Por fin, de vuelta en casa

Ahí, en ese ejercicio de mirar lo que antaño me pudiera ser indiferente, enfoco en cosas comunes, sencillas, diminutas.

Foto: Kaloian Santos.

El 2021 ya es pasado. Otro duro año que se fue, aunque algo menos cruento que su antecesor, el 2020, que, a poco de comenzar, nos sorprendió con una pandemia mundial y nos obligó a recluirnos y a tomar distancia como único antídoto para resguardar la vida.

Para ser justos hay que agradecerle al 2021 que, desde sus primeros días, se presentó con un mejor semblante. Aparecieron por el mundo las ansiadas vacunas contra la COVID-19 y reverdecieron las esperanzas, mustias tras el acecho constante y real de la muerte.

Con el transcurso de los meses y el efecto probado de la inoculación, esa luz tan ansiada al final del túnel se hizo cada vez más cercana. Dejó de ser parpadeante y fugaz. De a poco fuimos retomando nuestras vidas, aunque ya no serían como las de antes de la debacle.

Yo fui uno más de los cientos de millones de personas que alrededor del mundo quedaron atrapados en la fría virtualidad como única vía para estar cerca de sus seres queridos y los lugares entrañables. La Internet y la redes sociales fueron, paradójicamente, un consuelo cálido ante el susto real y constante de que alguno de mis afectos pudiera contagiarse de la COVID-19, complicarse, fatalmente morir de golpe y no poder ni siquiera estar cerca para compartir el dolor.

Aunque la muerte es un hecho tan común, cotidiano e impredecible como la propia vida, nunca nos acostumbraremos a las apariciones de la Parca. Especialmente si, como sucedió en medio de la pandemia, esa señora merodeó salvajemente.

El impacto de la lejanía, la imposibilidad de estar cerca ante una noticia fatal y dolorosa, el hecho de no poder despedirnos de nuestros amigos y familiares, lo sintieron, incluso, hasta aquellos que habitaban bajo el mismo techo.

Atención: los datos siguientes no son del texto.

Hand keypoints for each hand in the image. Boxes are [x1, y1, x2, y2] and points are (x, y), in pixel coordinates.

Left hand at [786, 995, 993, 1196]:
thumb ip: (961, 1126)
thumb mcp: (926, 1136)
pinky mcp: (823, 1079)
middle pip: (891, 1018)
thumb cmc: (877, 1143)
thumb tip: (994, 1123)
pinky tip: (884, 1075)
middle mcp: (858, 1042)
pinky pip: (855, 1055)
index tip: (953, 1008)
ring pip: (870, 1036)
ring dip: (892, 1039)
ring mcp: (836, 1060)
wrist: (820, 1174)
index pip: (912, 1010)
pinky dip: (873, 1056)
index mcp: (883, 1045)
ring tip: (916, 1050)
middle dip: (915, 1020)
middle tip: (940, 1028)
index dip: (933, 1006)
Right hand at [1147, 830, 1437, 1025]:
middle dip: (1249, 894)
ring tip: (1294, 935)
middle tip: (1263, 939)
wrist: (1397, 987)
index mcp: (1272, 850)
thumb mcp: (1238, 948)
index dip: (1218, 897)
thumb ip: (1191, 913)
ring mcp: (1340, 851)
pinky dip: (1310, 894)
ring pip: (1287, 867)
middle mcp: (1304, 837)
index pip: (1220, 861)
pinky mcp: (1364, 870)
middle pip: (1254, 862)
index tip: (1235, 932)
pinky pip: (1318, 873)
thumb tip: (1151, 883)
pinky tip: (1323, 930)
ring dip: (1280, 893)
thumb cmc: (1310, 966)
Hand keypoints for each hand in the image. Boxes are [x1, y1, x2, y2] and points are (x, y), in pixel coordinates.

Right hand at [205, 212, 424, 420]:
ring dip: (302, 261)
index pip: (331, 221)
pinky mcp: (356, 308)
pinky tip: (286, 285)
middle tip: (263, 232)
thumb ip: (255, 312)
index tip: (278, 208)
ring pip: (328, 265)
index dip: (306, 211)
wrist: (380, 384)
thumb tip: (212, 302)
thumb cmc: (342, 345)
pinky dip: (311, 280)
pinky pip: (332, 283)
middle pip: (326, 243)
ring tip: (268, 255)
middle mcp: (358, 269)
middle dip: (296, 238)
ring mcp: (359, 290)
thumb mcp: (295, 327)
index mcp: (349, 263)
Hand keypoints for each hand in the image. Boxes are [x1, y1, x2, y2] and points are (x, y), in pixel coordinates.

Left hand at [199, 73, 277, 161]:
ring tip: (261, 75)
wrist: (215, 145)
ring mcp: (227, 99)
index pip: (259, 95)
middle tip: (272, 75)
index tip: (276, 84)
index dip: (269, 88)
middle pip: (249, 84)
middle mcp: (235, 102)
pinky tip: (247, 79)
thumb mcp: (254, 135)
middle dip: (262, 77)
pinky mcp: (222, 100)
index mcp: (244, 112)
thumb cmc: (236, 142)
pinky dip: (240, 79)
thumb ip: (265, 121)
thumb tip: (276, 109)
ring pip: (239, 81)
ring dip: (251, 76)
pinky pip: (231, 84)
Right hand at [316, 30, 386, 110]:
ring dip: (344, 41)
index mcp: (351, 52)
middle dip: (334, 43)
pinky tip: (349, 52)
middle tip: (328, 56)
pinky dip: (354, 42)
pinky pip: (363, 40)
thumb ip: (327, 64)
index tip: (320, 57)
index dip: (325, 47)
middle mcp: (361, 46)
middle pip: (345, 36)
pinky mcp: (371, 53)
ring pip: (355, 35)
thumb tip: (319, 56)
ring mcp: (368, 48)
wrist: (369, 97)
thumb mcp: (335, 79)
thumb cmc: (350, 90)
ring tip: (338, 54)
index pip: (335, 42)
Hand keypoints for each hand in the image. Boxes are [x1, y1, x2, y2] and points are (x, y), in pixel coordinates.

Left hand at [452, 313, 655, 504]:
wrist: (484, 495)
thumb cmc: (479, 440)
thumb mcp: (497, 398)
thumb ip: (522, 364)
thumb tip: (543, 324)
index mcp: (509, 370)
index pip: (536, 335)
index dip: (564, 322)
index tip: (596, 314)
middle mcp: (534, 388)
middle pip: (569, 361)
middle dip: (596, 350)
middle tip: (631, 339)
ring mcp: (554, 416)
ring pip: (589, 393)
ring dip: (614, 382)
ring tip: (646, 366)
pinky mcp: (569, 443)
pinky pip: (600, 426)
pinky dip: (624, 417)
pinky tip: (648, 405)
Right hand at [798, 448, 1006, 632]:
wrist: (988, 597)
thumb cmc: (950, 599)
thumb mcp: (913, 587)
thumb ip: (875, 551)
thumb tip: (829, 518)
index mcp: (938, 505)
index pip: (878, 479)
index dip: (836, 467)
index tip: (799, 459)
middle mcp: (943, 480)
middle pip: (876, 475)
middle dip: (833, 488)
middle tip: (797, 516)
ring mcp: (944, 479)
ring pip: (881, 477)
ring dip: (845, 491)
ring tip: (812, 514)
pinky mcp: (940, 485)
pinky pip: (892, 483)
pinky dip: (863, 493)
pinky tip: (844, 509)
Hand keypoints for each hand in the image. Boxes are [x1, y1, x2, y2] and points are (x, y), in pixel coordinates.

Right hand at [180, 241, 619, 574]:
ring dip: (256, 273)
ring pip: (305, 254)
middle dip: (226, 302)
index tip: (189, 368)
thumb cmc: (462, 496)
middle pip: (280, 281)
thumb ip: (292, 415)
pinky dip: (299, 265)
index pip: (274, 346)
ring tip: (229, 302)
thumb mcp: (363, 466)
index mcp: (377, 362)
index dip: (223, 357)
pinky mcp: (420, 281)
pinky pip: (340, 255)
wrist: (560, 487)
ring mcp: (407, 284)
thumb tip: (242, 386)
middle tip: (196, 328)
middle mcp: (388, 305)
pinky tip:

No hacía falta estar en otro país, con la imposibilidad de viajar de urgencia, con un obstáculo geográfico como, por ejemplo, los 7 mil kilómetros que separan a Cuba y Argentina. Tampoco el impedimento económico de un boleto de avión que cuesta más de mil dólares. La espera y estar lejos ha sido desesperante, como nunca.

Este desahogo lo escribo y fotografío desde Cuba. Luego de dos años y medio, de atravesar la dichosa pandemia y con la suerte —hasta hora— de salir ileso, por fin estoy de vuelta en casa. 

Lo más sentido de este regreso a Cuba: Abrazar a mi madre y a mis afectos. Dejaron de ser virtuales esas imprescindibles manifestaciones de cariño. Quedó atrás la imagen familiar en la pantalla de mi celular por el que mandé todos los días del 2020 y 2021 besos y mensajes de “cuídate mucho, por favor”, “te quiero”, “los extraño”. El amor tan necesario volvió a hacerce carne, al fin.

Y aquí estamos, un poco aliviados en este primer día del 2022, aunque alertas porque el bicho mortal sigue entre nosotros, mutando y mutando en muchas variantes.

Desde el día en que llegué no he parado de caminar por las calles de La Habana. Voy entre la gente como siempre pero, a la vez, diferente. Imposible que seamos los mismos tras una pandemia.

Ahora, con el nasobuco, esa prenda ya cotidiana, las miradas de mis conterráneos las siento más penetrantes que lo habitual. Y eso me conmueve.

Por eso trato de agudizar mi mirada como nunca antes. Ahí, en ese ejercicio de mirar lo que antaño me pudiera ser indiferente, enfoco en cosas comunes, sencillas, diminutas… “Pequeñas grandes cosas de todos los días” y en las que me cobijo cada vez que estoy de vuelta en Cuba. 

Nunca tuvo más sentido esos versos de “Ay, la vida”, ese testamento filosófico en forma de canción de mi entrañable Santiago Feliú:

“La vida es el milagro/ sinceramente amado,/ la culpa de morirse, /las mentiras, las verdades/ que nos quedan de este lado./ La vida de imprevista,/ sencilla y complicada,/ absurda y egoísta,/ amorosa e inteligente,/ extraordinaria y desalmada.”

Por un 2022 feliz, saludable y ojalá que prospero. Salgamos mientras podamos, que aún entre tantos grises, hay muchos motivos para gritar ¡carajo, qué bien vale la pena estar vivos!